Mesajı Okuyun
Old 29-11-2009, 14:14   #4
av.ozkok

 
Varsayılan

Sayın Av.Armağan Konyalı'ya aşağıda belirttiğim hususta katılmam mümkün görünmüyor...İster idarenin bir kamu görevlisinin hizmet kusuru bulunsun ister kamu görevlisinin kişisel kusuru bulunsun,kamu hukuku alanına giren işlem ve eylemlerden dolayı idare aleyhine BK.MD.55 kapsamında istihdam eden sıfatıyla adli yargıda dava açılamaz..Kamu görevlisinin kişisel kusurundan dolayı BK.MD.55 idare aleyhine uygulanamaz...Kişisel kusur mevcut ise kamu görevlisi bu kusurundan BK.MD.41 gereğince şahsen ve tek başına sorumludur...Burada ölçüt kusurun kimde olduğundan ziyade kusurlu davranışın kamu görevlisinin hizmetinden ayrılıp ayrılmadığı hususudur...Zira idari faaliyet ve hizmetlerin bizzat kamu görevlileri eliyle yani şahıslar eliyle yürütüldüğü tabidir...Dolayısıyla kusurlu davranış da elbette kamu görevlisinin şahsında gerçekleşmektedir...Ancak 657 Sayılı yasa ile benimsenen "kişiler kamu hukukuna tabi görevlerle ilgili olarak uğradıkları zararlardan dolayı bu görevleri yerine getiren personel aleyhine değil,ilgili kurum aleyhine dava açarlar.Kurumun genel hükümlere göre sorumlu personele rücu hakkı saklıdır" hükmü uyarınca idare BK.MD.55 anlamında kabul edildiği şekliyle kamusal faaliyetlerde istihdam eden sıfatına haiz değildir...Elbette idarenin özel hukuk tüzel kişisi sıfatıyla hareket ettiği durumlar bundan müstesnadır...Ancak bu halde BK.MD.55 gündeme gelebilir...Burada ölçüt de kamusal faaliyet ya da özel hukuk faaliyeti olup olmadığı noktasındadır,kişisel kusur hizmet kusuru ayrımı noktasında değil...Kişisel kusur ise kamusal faaliyet sırasında da mevcut olabilir idarenin özel hukuka tabi faaliyetleri sırasında da...

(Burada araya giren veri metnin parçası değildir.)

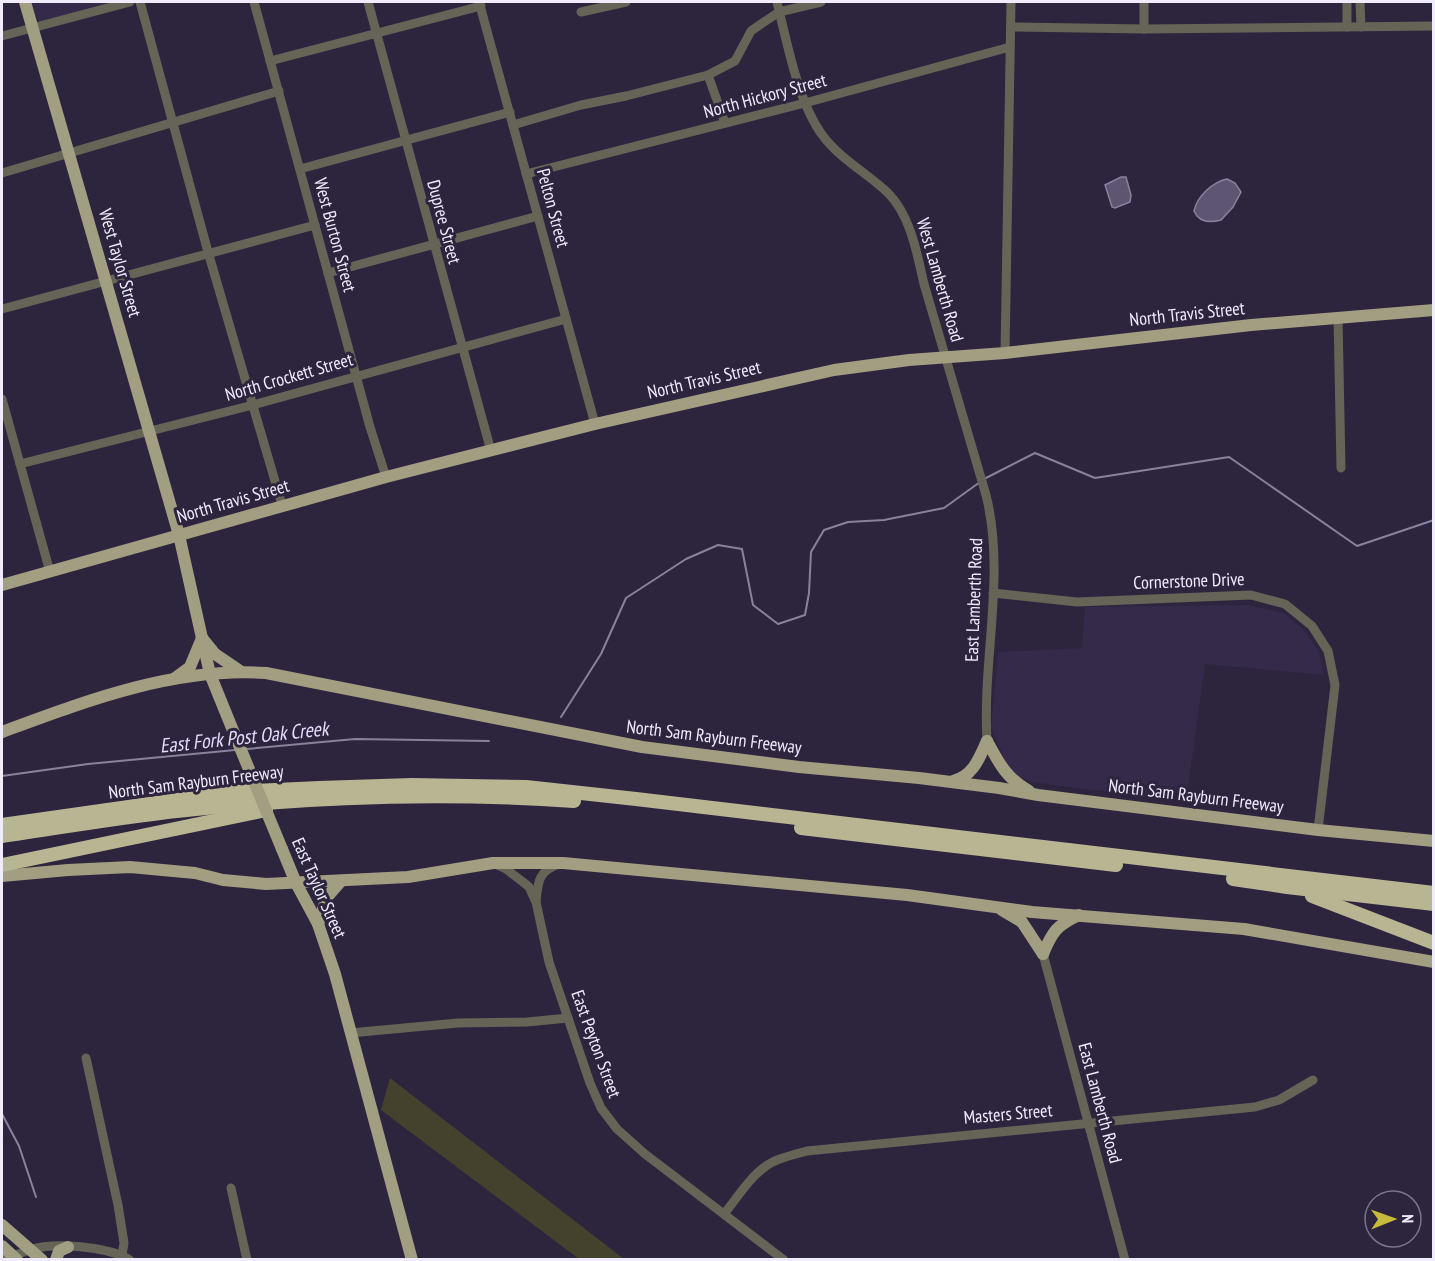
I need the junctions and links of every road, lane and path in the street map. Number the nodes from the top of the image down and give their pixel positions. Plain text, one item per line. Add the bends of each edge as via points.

Olaya bakıldığında kamusal faaliyet ve görev sebebiyle olduğu anlaşılıyor...Bu anlamda hem kamu çalışanı hem de adam çalıştıranın sorumluluğuna dayanılarak idare aleyhine adli yargıda dava açılması yanlış sonuçlara götürür diye düşünüyorum...Kamu göreviyle sınırlı olmayan bir kişisel kusur mevcutsa adli yargıda BK.MD.41 e göre kamu görevlisine ve fakat tek başına dava açılmalı, kamu görevi sebebiyle hizmete dayalı kişisel kusur(hizmet kusuru) mevcutsa idare aleyhine idari yargıda dava açılmalı diye düşünüyorum...

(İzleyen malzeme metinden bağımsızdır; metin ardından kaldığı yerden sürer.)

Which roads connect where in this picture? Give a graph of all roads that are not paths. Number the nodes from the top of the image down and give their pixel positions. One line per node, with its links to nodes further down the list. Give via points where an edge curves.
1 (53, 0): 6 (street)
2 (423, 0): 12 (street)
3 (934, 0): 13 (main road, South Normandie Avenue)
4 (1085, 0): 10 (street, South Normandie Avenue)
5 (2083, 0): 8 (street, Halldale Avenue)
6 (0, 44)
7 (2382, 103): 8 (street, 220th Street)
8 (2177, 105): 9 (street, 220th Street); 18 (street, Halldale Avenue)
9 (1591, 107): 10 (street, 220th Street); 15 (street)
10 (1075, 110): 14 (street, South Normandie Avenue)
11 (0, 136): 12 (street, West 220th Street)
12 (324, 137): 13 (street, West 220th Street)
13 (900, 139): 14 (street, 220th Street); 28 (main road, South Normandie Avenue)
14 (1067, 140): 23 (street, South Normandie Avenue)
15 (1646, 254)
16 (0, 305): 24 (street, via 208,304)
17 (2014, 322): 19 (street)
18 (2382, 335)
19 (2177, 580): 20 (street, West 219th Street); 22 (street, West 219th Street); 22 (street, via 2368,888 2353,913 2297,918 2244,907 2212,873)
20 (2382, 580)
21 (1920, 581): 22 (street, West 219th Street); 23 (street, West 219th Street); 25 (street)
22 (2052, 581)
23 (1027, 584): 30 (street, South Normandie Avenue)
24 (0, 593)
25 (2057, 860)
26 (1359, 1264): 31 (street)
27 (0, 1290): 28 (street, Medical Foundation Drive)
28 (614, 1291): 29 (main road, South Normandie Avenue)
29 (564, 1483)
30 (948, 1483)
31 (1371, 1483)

İki ayrı dava açılması noktasında da sorumluluğun tespiti önem arz eder ancak bu sorumluluğun kaynağının irdelenmesi gerekir diye düşünüyorum...Kamu görevlisinin görevle bağlantılı olmayan kişisel kusurundan kaynaklanan bir eylemi sebebiyle kamu görevlisine karşı adli yargıda BK.MD.41 e göre dava açılırken, kamu görevlisi üzerindeki denetim ve gözetim vb. idari görevlerin yerine getirilmemesi ya da eksik getirilmesi sebebiyle idare aleyhine idari yargıda da dava açılabilir diye düşünüyorum...Burada olay tek gibi görünse de sorumluluğun kaynakları farklı olabileceğinden bir koyundan iki post çıkmaz düşüncesini de yerinde bulmuyorum...Ancak istenebilecek tazminat ve sorumluluğun kaynaklarını iyi belirlemek gerektiği de aşikardır...Tabiki somut olayı yeterince bilmediğimiz için bunun takdiri ve izlenilecek yol da size kalıyor...
İyi çalışmalar...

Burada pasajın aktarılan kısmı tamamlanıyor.